From: Jan Kara <jack@suse.cz>
To: Andrew Morton <akpm@linux-foundation.org>
Cc: Wu Fengguang <fengguang.wu@intel.com>, Jan Kara <jack@suse.cz>,
linux-fsdevel@vger.kernel.org, linux-mm@kvack.org,
Johannes Weiner <hannes@cmpxchg.org>,
Christoph Hellwig <hch@lst.de>,
Jan Engelhardt <jengelh@medozas.de>,
LKML <linux-kernel@vger.kernel.org>
Subject: Re: [PATCH 4/5] writeback: avoid livelocking WB_SYNC_ALL writeback
Date: Wed, 10 Nov 2010 00:18:40 +0100 [thread overview]
Message-ID: <20101109231840.GC11214@quack.suse.cz> (raw)

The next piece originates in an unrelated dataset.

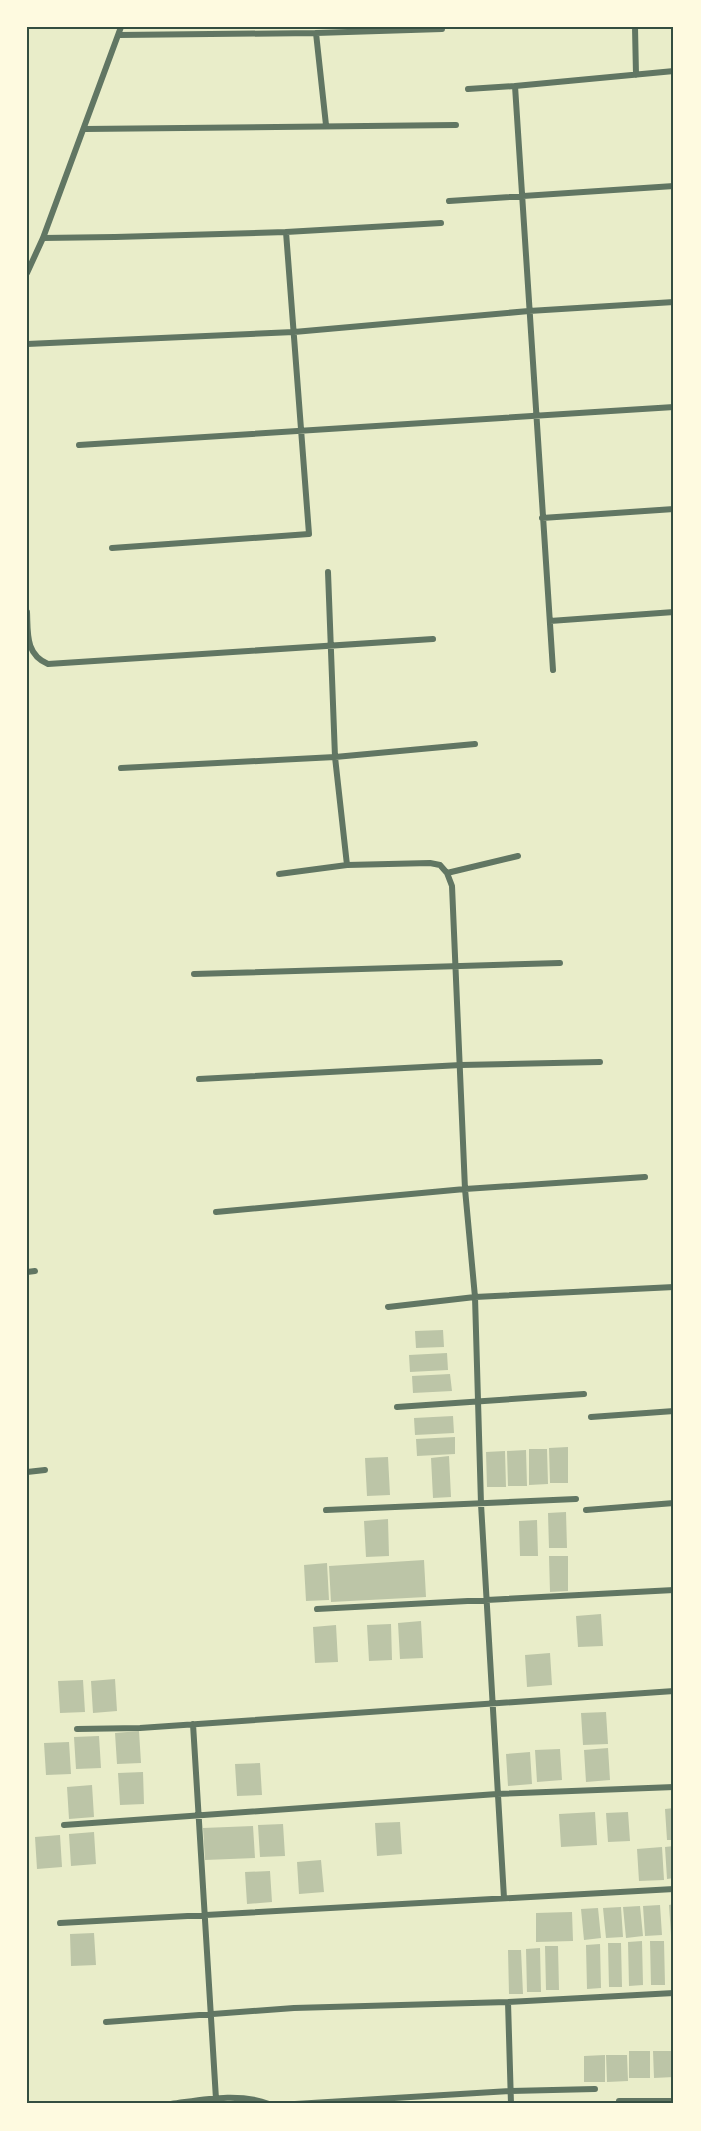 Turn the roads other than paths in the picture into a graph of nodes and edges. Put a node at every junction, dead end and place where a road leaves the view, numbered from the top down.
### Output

In-Reply-To: <20101109144346.21d6a5e4.akpm@linux-foundation.org>
On Tue 09-11-10 14:43:46, Andrew Morton wrote:
> On Tue, 09 Nov 2010 07:09:20 +0800
> Wu Fengguang <fengguang.wu@intel.com> wrote:
>
> > From: Jan Kara <jack@suse.cz>
> >
> > When wb_writeback() is called in WB_SYNC_ALL mode, work->nr_to_write is
> > usually set to LONG_MAX. The logic in wb_writeback() then calls
> > __writeback_inodes_sb() with nr_to_write == MAX_WRITEBACK_PAGES and thus
> > we easily end up with negative nr_to_write after the function returns.
>
> No, nr_to_write can only be negative if the filesystem wrote back more
> pages than requested.
Since some time, write_cache_pages() does not stop when nr_to_write
<= 0 in WB_SYNC_ALL mode as that is a possible data-integrity issue (we
could have written newly created pages but not the ones written before
sync was called). So nr_to_write gets negative rather easily in
WB_SYNC_ALL mode.
> > wb_writeback() then decides we need another round of writeback but this
> > is wrong in some cases! For example when a single large file is
> > continuously dirtied, we would never finish syncing it because each pass
> > would be able to write MAX_WRITEBACK_PAGES and inode dirty timestamp
> > never gets updated (as inode is never completely clean).
>
> Well we shouldn't have asked the function to write LONG_MAX pages then!
>
> The way this used to work was to try to write back N=(total dirty pages
> + total unstable pages + various fudge factors) to each superblock. So
> each superblock will get fully written back unless someone is madly
> writing to it. If that _is_ happening then we'll write a large amount
> of data to it and will then give up and move onto the next superblock.
>
> But the "large amount of data" is constrained to a sane upper limit:
> total amount of dirty memory plus fudge factors. Increasing that sane
> upper limit to an insane 2^63-1 pages will *of course* cause sync() to
> livelock.
>
> Why was that sane->insane change made?
Note that we are speaking about WB_SYNC_ALL mode and for above mentioned
data integrity reason any finite nr_to_write is just wrong... That's why we
do all that complex page tagging livelock avoidance thing in
write_cache_pages().
> > Fix the issue by setting nr_to_write to LONG_MAX in WB_SYNC_ALL mode. We
> > do not need nr_to_write in WB_SYNC_ALL mode anyway since livelock
> > avoidance is done differently for it.
>
> Here the changelog should spell out what "done differently" means.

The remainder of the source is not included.